# What you have to do
Without the pictures, set down every record below exactly as it reads.

# Dataset excerpts
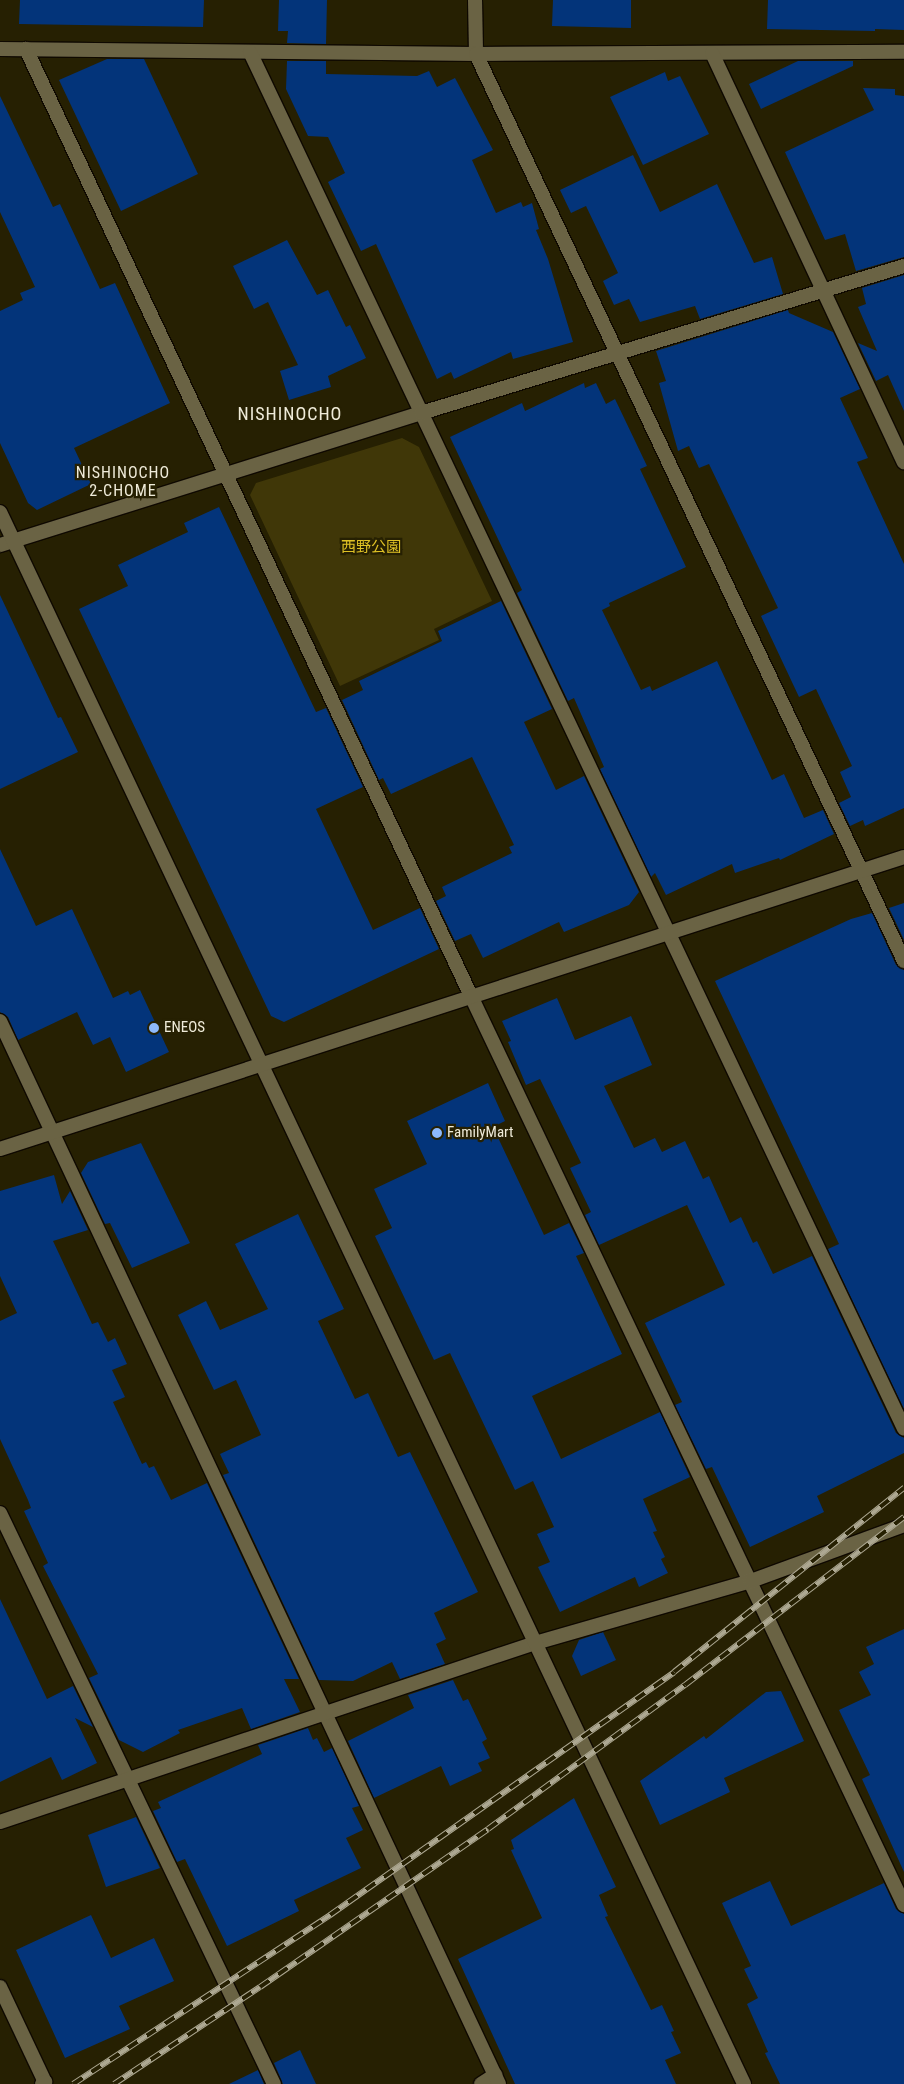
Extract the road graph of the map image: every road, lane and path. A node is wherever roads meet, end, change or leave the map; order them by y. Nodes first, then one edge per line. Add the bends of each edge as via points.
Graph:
1 (475, 0) edge
2 (0, 49) edge
3 (26, 49) junction
4 (250, 52) junction
5 (904, 52) edge
6 (712, 53) junction
7 (476, 54) junction
8 (904, 266) edge
9 (824, 291) junction
10 (618, 353) junction
11 (421, 413) junction
12 (904, 462) edge
13 (225, 475) junction
14 (0, 512) edge
15 (7, 543) edge
16 (904, 857) edge
17 (862, 871) junction
18 (668, 933) junction
19 (904, 961) edge
20 (471, 996) junction
21 (0, 1021) edge
22 (260, 1064) junction
23 (52, 1133) junction
24 (0, 1150) edge
25 (904, 1429) edge
26 (0, 1513) edge
27 (904, 1525) edge
28 (751, 1581) junction
29 (535, 1643) junction
30 (326, 1714) junction
31 (126, 1780) junction
32 (0, 1822) edge
33 (904, 1905) edge
34 (0, 1987) edge
35 (497, 2079) edge
36 (43, 2083) edge
37 (274, 2084) edge
38 (481, 2084) edge
39 (744, 2084) edge

1 - 7 street
2 - 3 street
3 - 4 street
3 - 13 street
4 - 7 street
4 - 11 street
5 - 6 street
6 - 7 street
6 - 9 street
7 - 10 street
8 - 9 street
9 - 10 street
9 - 12 street
10 - 11 street
10 - 17 street
11 - 13 street
11 - 18 street
13 - 15 street
13 - 20 street
14 - 15 street
15 - 22 street
16 - 17 street
17 - 18 street
17 - 19 street
18 - 20 street
18 - 25 street
20 - 22 street
20 - 28 street
21 - 23 street
22 - 23 street
22 - 29 street
23 - 24 street
23 - 30 street
26 - 31 street
27 - 28 street
28 - 29 street
28 - 33 street
29 - 30 street
29 - 39 street
30 - 31 street
30 - 35 street
31 - 32 street
31 - 37 street
34 - 36 street
35 - 38 street

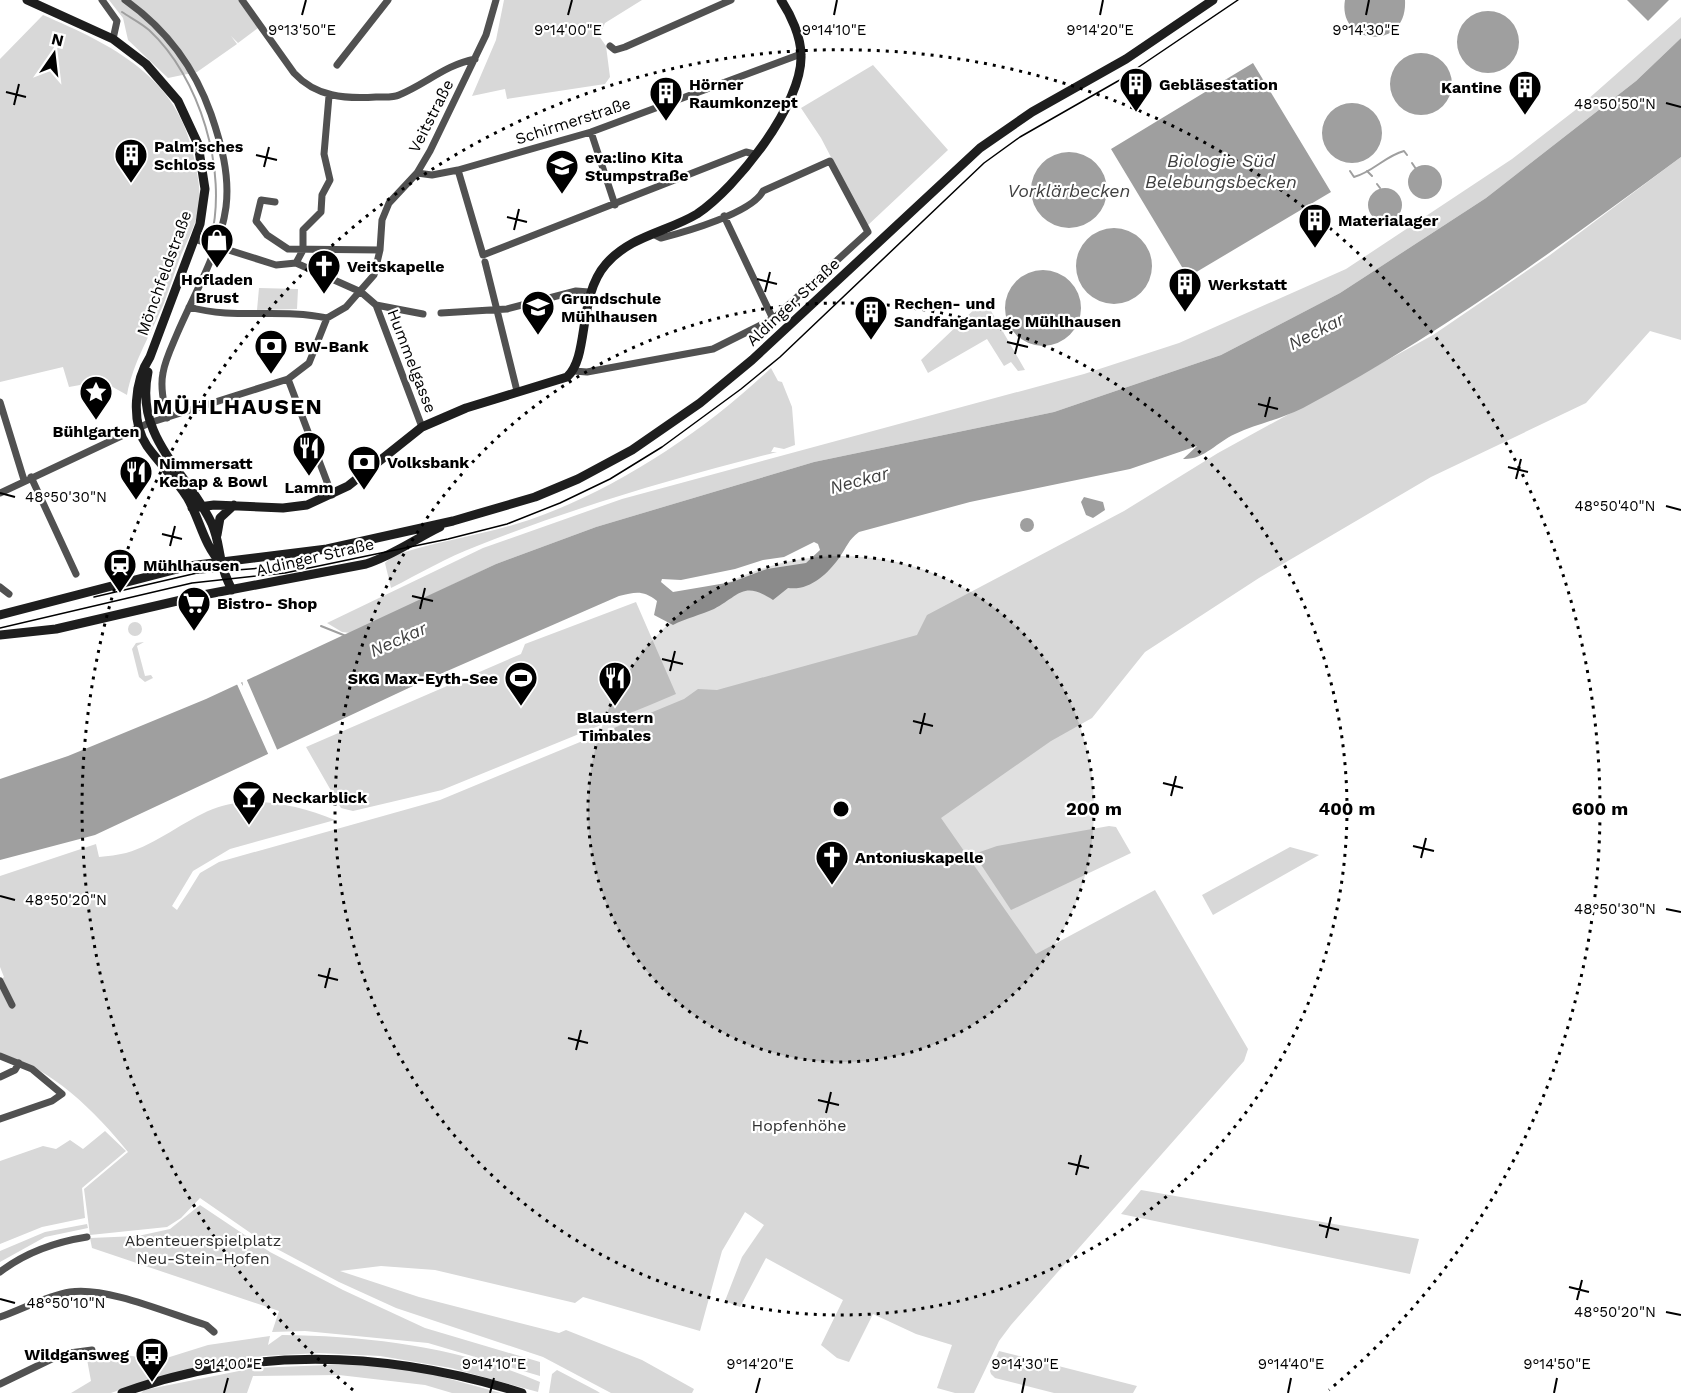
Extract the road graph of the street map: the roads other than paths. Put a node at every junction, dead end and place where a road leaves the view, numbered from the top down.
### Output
1 (27, 0) edge
2 (102, 0) edge
3 (124, 0) edge
4 (242, 0) edge
5 (388, 0) edge
6 (496, 0) edge
7 (731, 0) edge
8 (781, 0) edge
9 (1213, 0) edge
10 (113, 39) junction
11 (610, 46) dead end
12 (801, 54) junction
13 (474, 59) junction
14 (337, 65) dead end
15 (329, 96) junction
16 (591, 132) junction
17 (754, 154) junction
18 (458, 170) junction
19 (417, 173) junction
20 (275, 202) dead end
21 (615, 205) junction
22 (724, 216) junction
23 (653, 234) junction
24 (194, 239) junction
25 (215, 247) junction
26 (303, 250) junction
27 (380, 250) junction
28 (484, 258) junction
29 (296, 263) junction
30 (361, 292) junction
31 (589, 292) junction
32 (376, 305) junction
33 (189, 307) junction
34 (496, 308) junction
35 (441, 313) dead end
36 (423, 314) dead end
37 (327, 318) junction
38 (773, 319) junction
39 (150, 357) junction
40 (574, 370) junction
41 (288, 380) junction
42 (517, 391) junction
43 (0, 402) edge
44 (167, 418) junction
45 (149, 423) junction
46 (422, 427) junction
47 (139, 428) junction
48 (27, 479) junction
49 (0, 493) edge
50 (332, 495) junction
51 (235, 504) junction
52 (197, 507) junction
53 (453, 521) junction
54 (217, 535) junction
55 (209, 549) junction
56 (221, 563) junction
57 (193, 565) junction
58 (76, 574) dead end
59 (0, 587) edge
60 (232, 590) junction
61 (9, 594) dead end
62 (0, 615) edge
63 (0, 635) edge
64 (0, 981) edge
65 (12, 1005) dead end
66 (0, 1056) edge
67 (19, 1063) junction
68 (0, 1077) edge
69 (0, 1119) edge
70 (87, 1237) dead end
71 (0, 1272) edge
72 (0, 1317) edge
73 (214, 1332) dead end
74 (92, 1350) dead end
75 (0, 1384) edge
76 (122, 1393) edge
77 (522, 1393) edge

1 - 10 main road, Mönchfeldstraße
2 - 10 street
3 - 25 street, Mönchfeldstraße
4 - 15 street
5 - 14 street
6 - 13 street, Veitstraße
7 - 11 street
8 - 12 main road
9 - 53 main road, Aldinger Straße
10 - 24 main road, Mönchfeldstraße
12 - 16 street, Schirmerstraße
12 - 17 main road
13 - 15 street
13 - 19 street, Veitstraße
15 - 26 street
16 - 18 street, Schirmerstraße
16 - 21 street
17 - 21 street
17 - 23 main road
18 - 19 street, Schirmerstraße
18 - 28 street
19 - 27 street, Veitstraße
20 - 26 street
21 - 28 street
22 - 23 street
22 - 38 street, Aldinger Straße
22 - 38 street, Aldinger Straße
23 - 31 main road
24 - 25 street
24 - 39 main road, Mönchfeldstraße
25 - 29 street
25 - 33 street, Mönchfeldstraße
26 - 27 street
26 - 29 street
27 - 30 street, Veitstraße
28 - 34 street
29 - 30 street
30 - 32 street
30 - 37 street, Veitstraße
31 - 34 street
31 - 40 main road
32 - 36 street
32 - 46 street, Hummelgasse
33 - 37 street
33 - 44 street, Mönchfeldstraße
34 - 35 street
34 - 42 street
37 - 41 street
38 - 40 street, Aldinger Straße
39 - 45 main road, Mönchfeldstraße
39 - 47 main road, Mönchfeldstraße
40 - 42 main road, Aldinger Straße
41 - 44 street
41 - 50 street
42 - 46 main road, Aldinger Straße
43 - 48 street
44 - 45 street
45 - 47 street
45 - 52 main road, Mönchfeldstraße
46 - 50 main road, Aldinger Straße
47 - 48 street
47 - 52 main road, Mönchfeldstraße
48 - 49 street
48 - 58 street
50 - 51 main road, Aldinger Straße
51 - 52 main road, Aldinger Straße
51 - 54 main road
52 - 54 main road, Mönchfeldstraße
52 - 55 main road
53 - 56 main road, Aldinger Straße
53 - 60 main road, Aldinger Straße
54 - 56 main road, Mönchfeldstraße
55 - 56 main road
55 - 57 main road
56 - 57 main road, Aldinger Straße
56 - 60 main road, Mönchfeldstraße
57 - 62 main road, Aldinger Straße
59 - 61 street
60 - 63 main road, Aldinger Straße
64 - 65 street
66 - 67 street
67 - 68 street
67 - 69 street
70 - 71 street
72 - 73 street
74 - 75 street
76 - 77 main road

# Completed exercise
Extract the road graph of the map image: every road, lane and path. A node is wherever roads meet, end, change or leave the map; order them by y. Nodes first, then one edge per line. Add the bends of each edge as via points.
Graph:
1 (475, 0) edge
2 (0, 49) edge
3 (26, 49) junction
4 (250, 52) junction
5 (904, 52) edge
6 (712, 53) junction
7 (476, 54) junction
8 (904, 266) edge
9 (824, 291) junction
10 (618, 353) junction
11 (421, 413) junction
12 (904, 462) edge
13 (225, 475) junction
14 (0, 512) edge
15 (7, 543) edge
16 (904, 857) edge
17 (862, 871) junction
18 (668, 933) junction
19 (904, 961) edge
20 (471, 996) junction
21 (0, 1021) edge
22 (260, 1064) junction
23 (52, 1133) junction
24 (0, 1150) edge
25 (904, 1429) edge
26 (0, 1513) edge
27 (904, 1525) edge
28 (751, 1581) junction
29 (535, 1643) junction
30 (326, 1714) junction
31 (126, 1780) junction
32 (0, 1822) edge
33 (904, 1905) edge
34 (0, 1987) edge
35 (497, 2079) edge
36 (43, 2083) edge
37 (274, 2084) edge
38 (481, 2084) edge
39 (744, 2084) edge

1 - 7 street
2 - 3 street
3 - 4 street
3 - 13 street
4 - 7 street
4 - 11 street
5 - 6 street
6 - 7 street
6 - 9 street
7 - 10 street
8 - 9 street
9 - 10 street
9 - 12 street
10 - 11 street
10 - 17 street
11 - 13 street
11 - 18 street
13 - 15 street
13 - 20 street
14 - 15 street
15 - 22 street
16 - 17 street
17 - 18 street
17 - 19 street
18 - 20 street
18 - 25 street
20 - 22 street
20 - 28 street
21 - 23 street
22 - 23 street
22 - 29 street
23 - 24 street
23 - 30 street
26 - 31 street
27 - 28 street
28 - 29 street
28 - 33 street
29 - 30 street
29 - 39 street
30 - 31 street
30 - 35 street
31 - 32 street
31 - 37 street
34 - 36 street
35 - 38 street

Extract the road graph of the street map: the roads other than paths. Put a node at every junction, dead end and place where a road leaves the view, numbered from the top down.
### Output
1 (27, 0) edge
2 (102, 0) edge
3 (124, 0) edge
4 (242, 0) edge
5 (388, 0) edge
6 (496, 0) edge
7 (731, 0) edge
8 (781, 0) edge
9 (1213, 0) edge
10 (113, 39) junction
11 (610, 46) dead end
12 (801, 54) junction
13 (474, 59) junction
14 (337, 65) dead end
15 (329, 96) junction
16 (591, 132) junction
17 (754, 154) junction
18 (458, 170) junction
19 (417, 173) junction
20 (275, 202) dead end
21 (615, 205) junction
22 (724, 216) junction
23 (653, 234) junction
24 (194, 239) junction
25 (215, 247) junction
26 (303, 250) junction
27 (380, 250) junction
28 (484, 258) junction
29 (296, 263) junction
30 (361, 292) junction
31 (589, 292) junction
32 (376, 305) junction
33 (189, 307) junction
34 (496, 308) junction
35 (441, 313) dead end
36 (423, 314) dead end
37 (327, 318) junction
38 (773, 319) junction
39 (150, 357) junction
40 (574, 370) junction
41 (288, 380) junction
42 (517, 391) junction
43 (0, 402) edge
44 (167, 418) junction
45 (149, 423) junction
46 (422, 427) junction
47 (139, 428) junction
48 (27, 479) junction
49 (0, 493) edge
50 (332, 495) junction
51 (235, 504) junction
52 (197, 507) junction
53 (453, 521) junction
54 (217, 535) junction
55 (209, 549) junction
56 (221, 563) junction
57 (193, 565) junction
58 (76, 574) dead end
59 (0, 587) edge
60 (232, 590) junction
61 (9, 594) dead end
62 (0, 615) edge
63 (0, 635) edge
64 (0, 981) edge
65 (12, 1005) dead end
66 (0, 1056) edge
67 (19, 1063) junction
68 (0, 1077) edge
69 (0, 1119) edge
70 (87, 1237) dead end
71 (0, 1272) edge
72 (0, 1317) edge
73 (214, 1332) dead end
74 (92, 1350) dead end
75 (0, 1384) edge
76 (122, 1393) edge
77 (522, 1393) edge

1 - 10 main road, Mönchfeldstraße
2 - 10 street
3 - 25 street, Mönchfeldstraße
4 - 15 street
5 - 14 street
6 - 13 street, Veitstraße
7 - 11 street
8 - 12 main road
9 - 53 main road, Aldinger Straße
10 - 24 main road, Mönchfeldstraße
12 - 16 street, Schirmerstraße
12 - 17 main road
13 - 15 street
13 - 19 street, Veitstraße
15 - 26 street
16 - 18 street, Schirmerstraße
16 - 21 street
17 - 21 street
17 - 23 main road
18 - 19 street, Schirmerstraße
18 - 28 street
19 - 27 street, Veitstraße
20 - 26 street
21 - 28 street
22 - 23 street
22 - 38 street, Aldinger Straße
22 - 38 street, Aldinger Straße
23 - 31 main road
24 - 25 street
24 - 39 main road, Mönchfeldstraße
25 - 29 street
25 - 33 street, Mönchfeldstraße
26 - 27 street
26 - 29 street
27 - 30 street, Veitstraße
28 - 34 street
29 - 30 street
30 - 32 street
30 - 37 street, Veitstraße
31 - 34 street
31 - 40 main road
32 - 36 street
32 - 46 street, Hummelgasse
33 - 37 street
33 - 44 street, Mönchfeldstraße
34 - 35 street
34 - 42 street
37 - 41 street
38 - 40 street, Aldinger Straße
39 - 45 main road, Mönchfeldstraße
39 - 47 main road, Mönchfeldstraße
40 - 42 main road, Aldinger Straße
41 - 44 street
41 - 50 street
42 - 46 main road, Aldinger Straße
43 - 48 street
44 - 45 street
45 - 47 street
45 - 52 main road, Mönchfeldstraße
46 - 50 main road, Aldinger Straße
47 - 48 street
47 - 52 main road, Mönchfeldstraße
48 - 49 street
48 - 58 street
50 - 51 main road, Aldinger Straße
51 - 52 main road, Aldinger Straße
51 - 54 main road
52 - 54 main road, Mönchfeldstraße
52 - 55 main road
53 - 56 main road, Aldinger Straße
53 - 60 main road, Aldinger Straße
54 - 56 main road, Mönchfeldstraße
55 - 56 main road
55 - 57 main road
56 - 57 main road, Aldinger Straße
56 - 60 main road, Mönchfeldstraße
57 - 62 main road, Aldinger Straße
59 - 61 street
60 - 63 main road, Aldinger Straße
64 - 65 street
66 - 67 street
67 - 68 street
67 - 69 street
70 - 71 street
72 - 73 street
74 - 75 street
76 - 77 main road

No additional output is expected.